# SISU Digital Humanities: Textual and Language Analysis on Social Media<br />
### Session 2: Preprocessing and tf-idf
Created by Tom van Nuenen (tom.van_nuenen@kcl.ac.uk) <br />


# Preprocessing and comparing subreddits

Today we will (1) learn how to preprocess text in a DataFrame, and (2) learn about tf-idf. Tf-idf allows us to compare different related subreddits, in order to find the most distinctive words in a particular subreddit. It can also help us to find similar posts to ones we're interested in.

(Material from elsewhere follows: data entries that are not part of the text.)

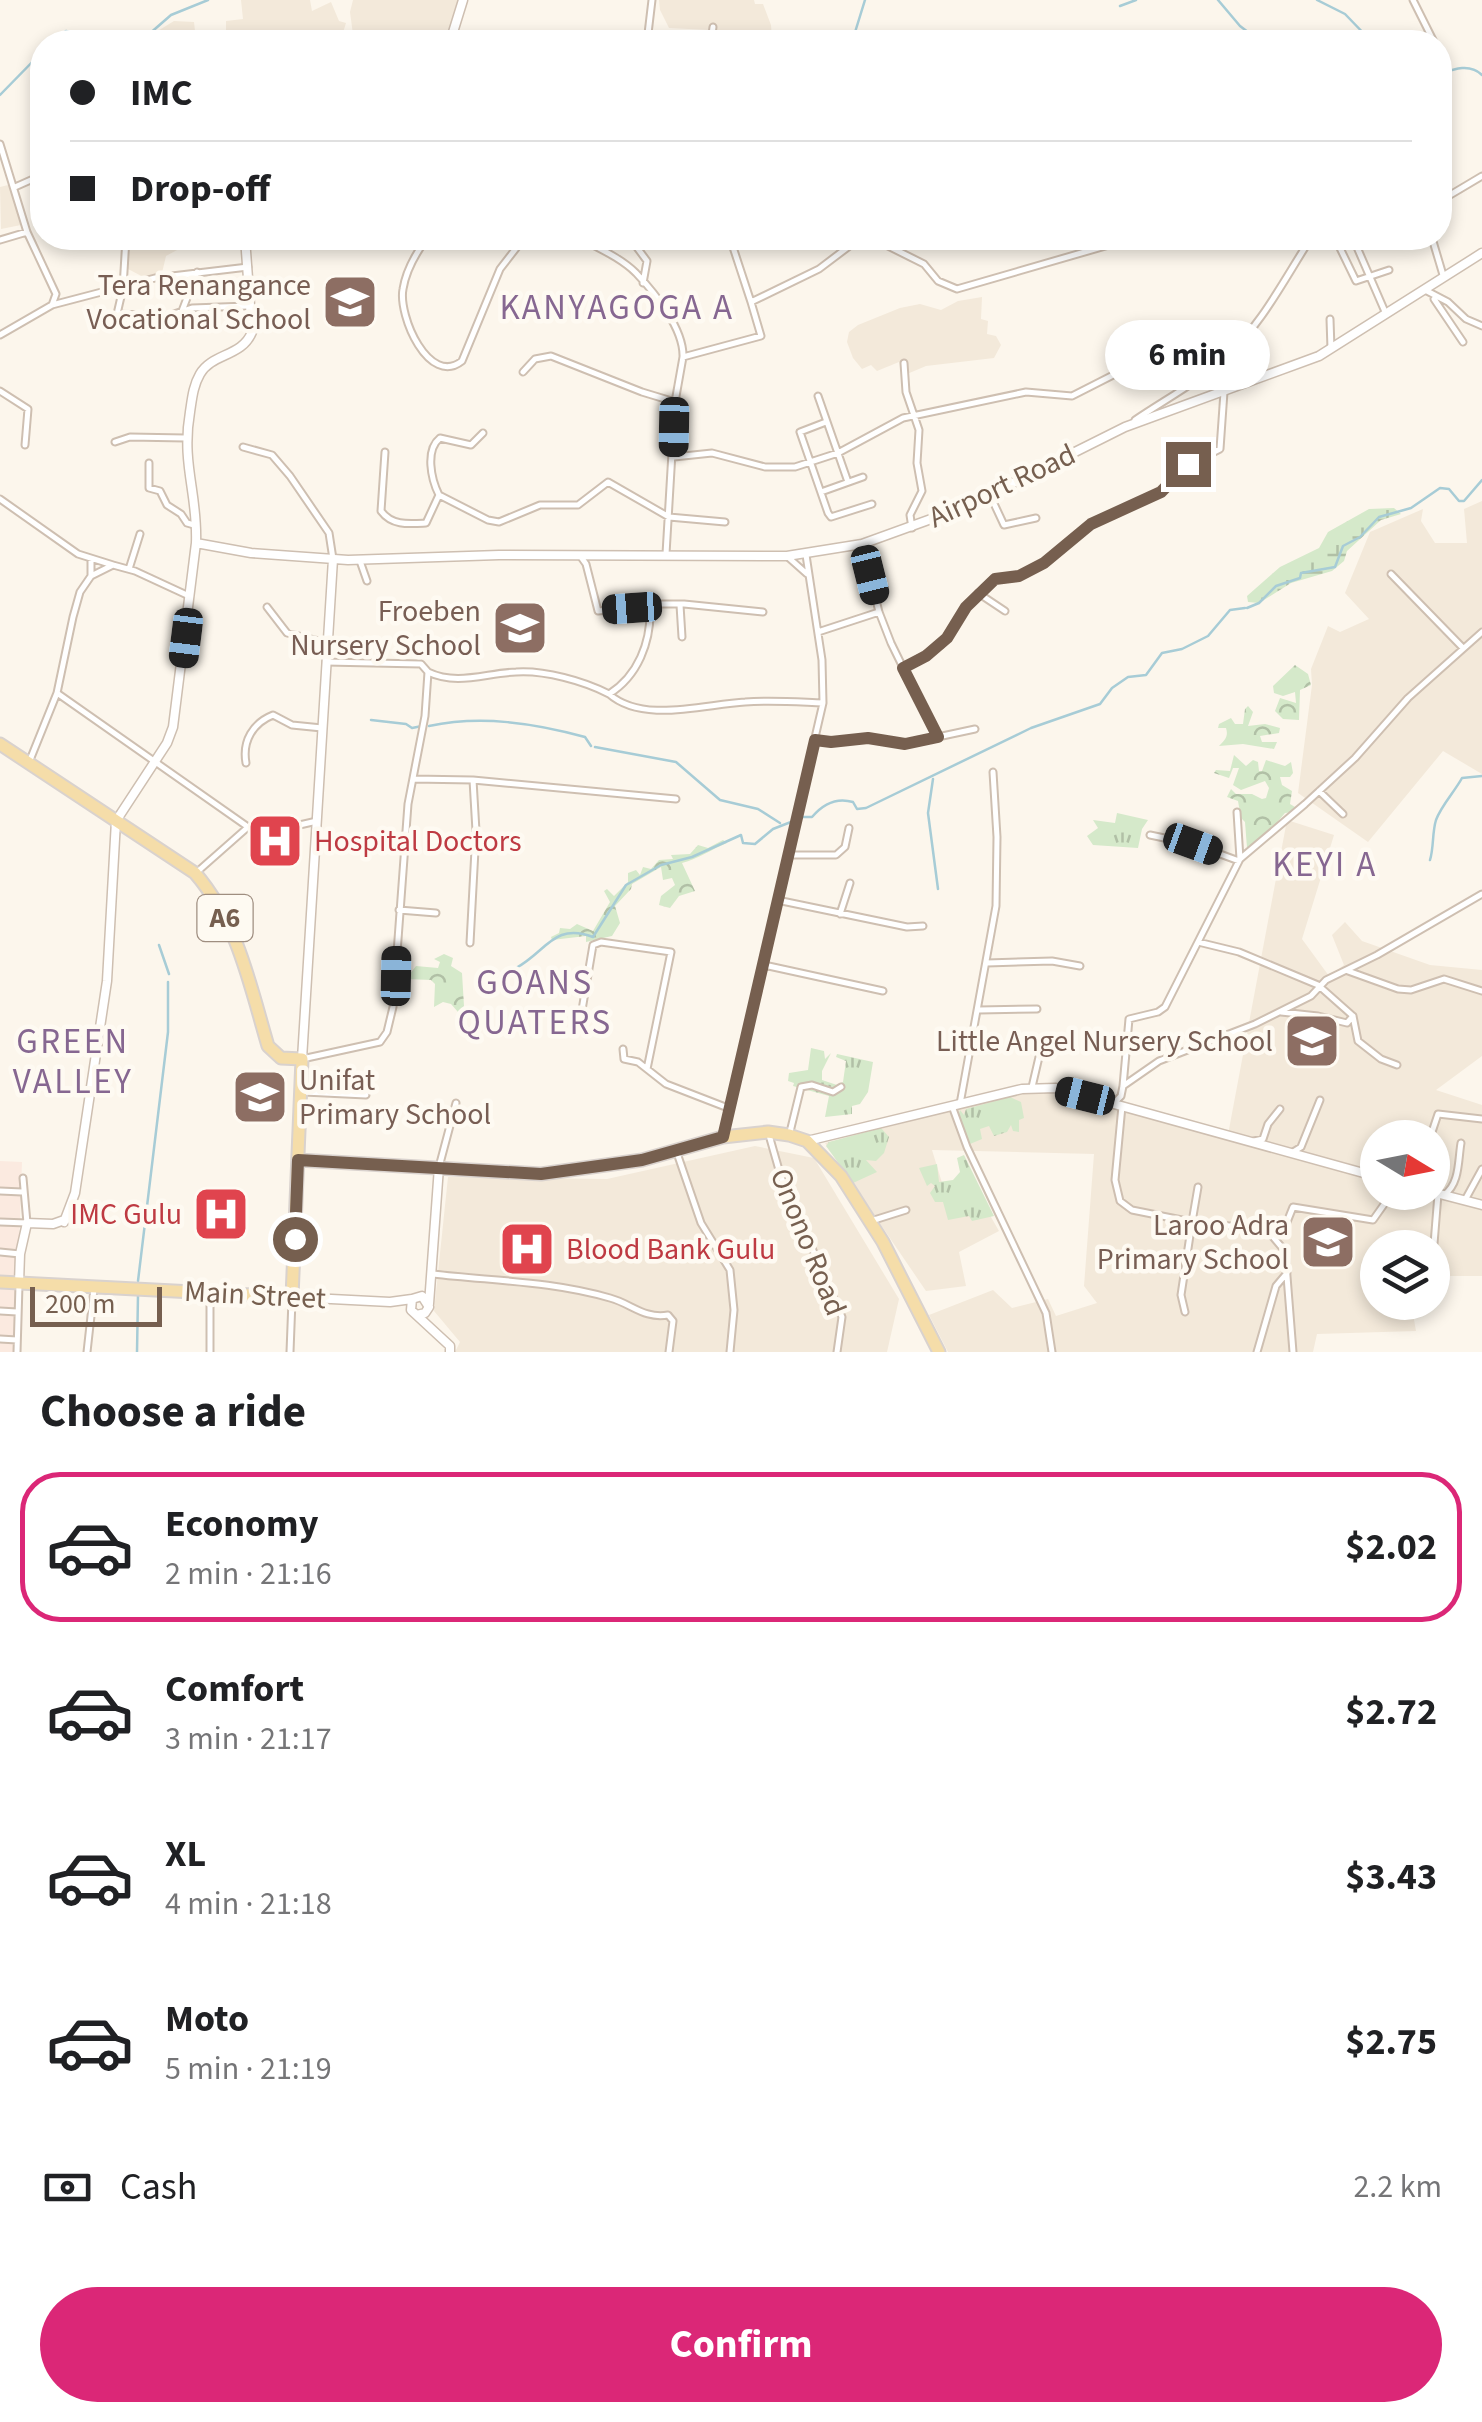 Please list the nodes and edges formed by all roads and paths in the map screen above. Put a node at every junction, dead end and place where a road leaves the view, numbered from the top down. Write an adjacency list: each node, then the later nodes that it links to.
1 (463, 0): 5 (street)
2 (652, 0): 6 (street)
3 (1413, 0): 8 (street)
4 (712, 27): 7 (street)
5 (454, 30)
6 (648, 30)
7 (712, 30)
8 (1428, 30)
9 (0, 144): 10 (street)
10 (2, 157): 13 (street)
11 (1482, 176): 14 (street)
12 (30, 181): 13 (street)
13 (16, 187): 15 (street)
14 (1452, 194)
15 (28, 232): 16 (street); 17 (street)
16 (30, 236)
17 (0, 240)
18 (36, 250): 42 (street)
19 (125, 250): 40 (street)
20 (247, 250): 34 (street)
21 (420, 250): 22 (street)
22 (515, 250)
23 (600, 250): 39 (street)
24 (639, 250): 39 (street)
25 (734, 250): 43 (street)
26 (844, 250): 43 (street)
27 (896, 250): 28 (street)
28 (1092, 250)
29 (1303, 250): 64 (street)
30 (1341, 250): 37 (street)
31 (1358, 250): 37 (street)
32 (1436, 250): 38 (street)
33 (1482, 253): 38 (street, Airport Road)
34 (248, 268): 36 (street); 46 (street)
35 (1389, 270): 37 (street)
36 (198, 271): 40 (street); 47 (street)
37 (1371, 276): 48 (street)
38 (1444, 278): 41 (street, Airport Road)
39 (643, 283): 55 (street)
40 (122, 288): 44 (street); 47 (street)
41 (1428, 293): 48 (street, Airport Road); 50 (street); 53 (street)
42 (56, 294): 44 (street); 45 (street)
43 (751, 302): 55 (street)
44 (61, 304): 45 (street)
45 (52, 305): 51 (street)
46 (251, 306): 47 (street); 66 (street)
47 (182, 312)
48 (1386, 314): 54 (street, Airport Road)
49 (1330, 320): 54 (street)
50 (1482, 323)
51 (0, 335)
52 (1130, 339): 62 (street)
53 (1463, 342)
54 (1331, 349): 59 (street, Airport Road)
55 (683, 357): 61 (street)
56 (904, 363): 62 (street)
57 (523, 372): 61 (street)
58 (0, 391): 68 (street)
59 (1224, 392): 64 (street, Airport Road); 103 (street)
60 (818, 396): 63 (street)
61 (675, 402): 72 (street)
62 (914, 417): 71 (street); 86 (street)
63 (826, 422): 71 (street); 74 (street)
64 (1125, 427): 78 (street, Airport Road)
65 (483, 432): 79 (street)
66 (185, 438): 67 (street); 85 (street)
67 (115, 442)
68 (26, 445)
69 (243, 448): 94 (street)
70 (385, 452): 79 (street)
71 (838, 453): 74 (street); 76 (street)
72 (674, 457): 74 (street); 82 (street)
73 (149, 463): 85 (street)
74 (811, 463): 77 (street)
75 (863, 478): 76 (street)
76 (848, 482): 77 (street)
77 (821, 492): 81 (street)
78 (990, 495): 83 (street); 86 (street, Airport Road)
79 (440, 496): 82 (street)
80 (0, 499): 96 (street)
81 (872, 504)
82 (668, 516): 84 (street); 91 (street)
83 (1036, 518)
84 (725, 522)
85 (197, 525): 88 (street)
86 (912, 528): 89 (street, Airport Road)
87 (140, 534): 98 (street)
88 (196, 543): 94 (street, Airport Road); 104 (street)
89 (862, 544): 92 (street, Airport Road); 110 (street)
90 (579, 554): 91 (street, Airport Road); 95 (street, Airport Road); 105 (street)
91 (666, 555): 93 (street, Airport Road)
92 (806, 555): 93 (street, Airport Road); 100 (street)
93 (787, 556): 100 (street)
94 (333, 559): 95 (street, Airport Road); 114 (street)
95 (358, 559): 102 (street)
96 (90, 561): 97 (street); 101 (street)
97 (113, 565): 98 (street); 101 (street)
98 (129, 569): 104 (street)
99 (1391, 574): 115 (street)
100 (808, 575): 111 (street)
101 (90, 576): 119 (street)
102 (366, 581)
103 (978, 592): 108 (street); 117 (street)
104 (191, 597): 129 (street)
105 (642, 604): 106 (street); 120 (street)
106 (680, 606): 109 (street); 113 (street)
107 (268, 607): 114 (street)
108 (1004, 611)
109 (763, 612)
110 (879, 612): 111 (street); 117 (street)
111 (818, 632): 122 (street)
112 (1482, 632): 115 (street)
113 (682, 637)
114 (326, 642): 116 (street)
115 (1463, 648): 135 (street)
116 (326, 662): 118 (street); 124 (street)
117 (903, 668): 126 (street)
118 (428, 672): 120 (street); 133 (street)
119 (58, 694): 121 (street); 123 (street)
120 (609, 694): 122 (street)
121 (68, 703): 123 (street); 129 (street)
122 (823, 703): 127 (street)
123 (53, 705): 130 (street)
124 (322, 728): 131 (street); 140 (street)
125 (974, 729): 126 (street)
126 (938, 737): 127 (street)
127 (815, 740): 144 (street)
128 (0, 744): 130 (main road, A6)
129 (153, 762): 139 (street); 141 (street)
130 (29, 763): 139 (main road, A6)
131 (246, 763)
132 (993, 772): 156 (street)
133 (412, 779): 134 (street); 150 (street)
134 (473, 780): 136 (street); 155 (street)
135 (1319, 791): 138 (street); 145 (street)
136 (676, 798)
137 (1237, 812): 145 (street)
138 (1343, 814)
139 (120, 820): 146 (main road, A6); 211 (street)
140 (317, 821): 141 (street); 170 (street)
141 (248, 827): 146 (street)
142 (849, 828): 144 (street)
143 (1150, 835): 145 (street)
144 (788, 854): 149 (street)
145 (1240, 860): 154 (street)
146 (195, 874): 170 (main road, A6)
147 (850, 883): 152 (street)
148 (1482, 894): 159 (street)
149 (777, 900): 152 (street); 157 (street)
150 (398, 910): 151 (street); 170 (street)
151 (436, 913)
152 (840, 914): 153 (street)
153 (923, 926)
154 (1197, 942): 160 (street); 174 (street)
155 (470, 943)
156 (987, 963): 158 (street); 164 (street)
157 (764, 965): 161 (street); 182 (street)
158 (1080, 966)
159 (1348, 970): 160 (street); 162 (street)
160 (1318, 986): 165 (street); 166 (street)
161 (883, 991)
162 (1482, 991)
163 (1037, 1009): 164 (street)
164 (979, 1010): 180 (street)
165 (1278, 1012): 166 (street); 174 (street)
166 (1353, 1016): 171 (street)
167 (584, 1021): 172 (street)
168 (623, 1049): 172 (street)
169 (1039, 1057): 175 (street)
170 (302, 1060): 176 (main road)
171 (1396, 1064)
172 (647, 1069): 182 (street)
173 (842, 1086): 187 (street)
174 (1122, 1086): 181 (street)
175 (1032, 1087): 180 (street); 181 (street)
176 (301, 1092): 177 (street); 194 (main road)
177 (366, 1095)
178 (1320, 1100): 193 (street)
179 (456, 1103): 195 (street)
180 (956, 1105): 189 (street); 241 (street)
181 (1118, 1105): 190 (street); 210 (street)
182 (729, 1108): 188 (street)
183 (1280, 1109): 190 (street)
184 (1482, 1119): 185 (street)
185 (1436, 1120)
186 (768, 1132): 187 (main road); 188 (main road); 239 (street, Onono Road)
187 (789, 1135): 189 (main road)
188 (723, 1137): 192 (main road)
189 (807, 1142): 209 (main road)
190 (1252, 1142): 193 (street)
191 (1461, 1143): 201 (street)
192 (676, 1150): 195 (main road); 238 (street)
193 (1290, 1153): 197 (street)
194 (305, 1162): 195 (main road); 221 (main road)
195 (439, 1167): 216 (street)
196 (1482, 1169): 204 (street)
197 (1360, 1172)
198 (23, 1178): 202 (street)
199 (1198, 1187): 210 (street)
200 (0, 1191): 202 (street)
201 (1450, 1191)
202 (22, 1192): 211 (street)
203 (1450, 1196): 204 (street)
204 (1465, 1200): 205 (street)
205 (1482, 1204)
206 (906, 1210): 209 (street)
207 (1380, 1210): 212 (street)
208 (0, 1222): 211 (street)
209 (869, 1222): 240 (main road)
210 (1192, 1222): 212 (street); 227 (street)
211 (27, 1223): 214 (street)
212 (1265, 1228): 215 (street)
213 (0, 1252): 214 (street)
214 (20, 1254): 218 (street)
215 (1287, 1273): 242 (street); 243 (street)
216 (432, 1276): 222 (street); 224 (street); 237 (street)
217 (0, 1282): 218 (main road, Main Street)
218 (20, 1283): 219 (main road, Main Street); 226 (street)
219 (95, 1286): 220 (main road, Main Street); 234 (street)
220 (210, 1292): 221 (main road, Main Street); 235 (street)
221 (292, 1297): 223 (street, Main Street); 236 (street)
222 (414, 1298): 223 (street); 224 (street); 228 (street)
223 (390, 1302): 228 (street)
224 (429, 1305): 228 (street); 229 (street)
225 (0, 1311): 226 (street)
226 (18, 1312): 231 (street)
227 (1186, 1312)
228 (415, 1313): 229 (street)
229 (434, 1329): 232 (street)
230 (0, 1339): 231 (street)
231 (17, 1340): 233 (street)
232 (452, 1351)
233 (17, 1352)
234 (87, 1352)
235 (210, 1352)
236 (290, 1352)
237 (669, 1352)
238 (730, 1352)
239 (838, 1352)
240 (940, 1352)
241 (1052, 1352)
242 (1257, 1352)
243 (1292, 1352)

**After completing this notebook, you will be able to:**
- Preprocess social media data, including removing punctuation, tokenizing, and lemmatizing;
- Understand how tf-idf can be used to compare datasets;
- Find most-distinctive words in a subreddit using tf-idf;
- Find similar posts using tf-idf.

## Import packages and data

In [None]:
import nltk

nltk.download('punkt')
nltk.download('wordnet')
nltk.download('stopwords')
nltk.download('averaged_perceptron_tagger')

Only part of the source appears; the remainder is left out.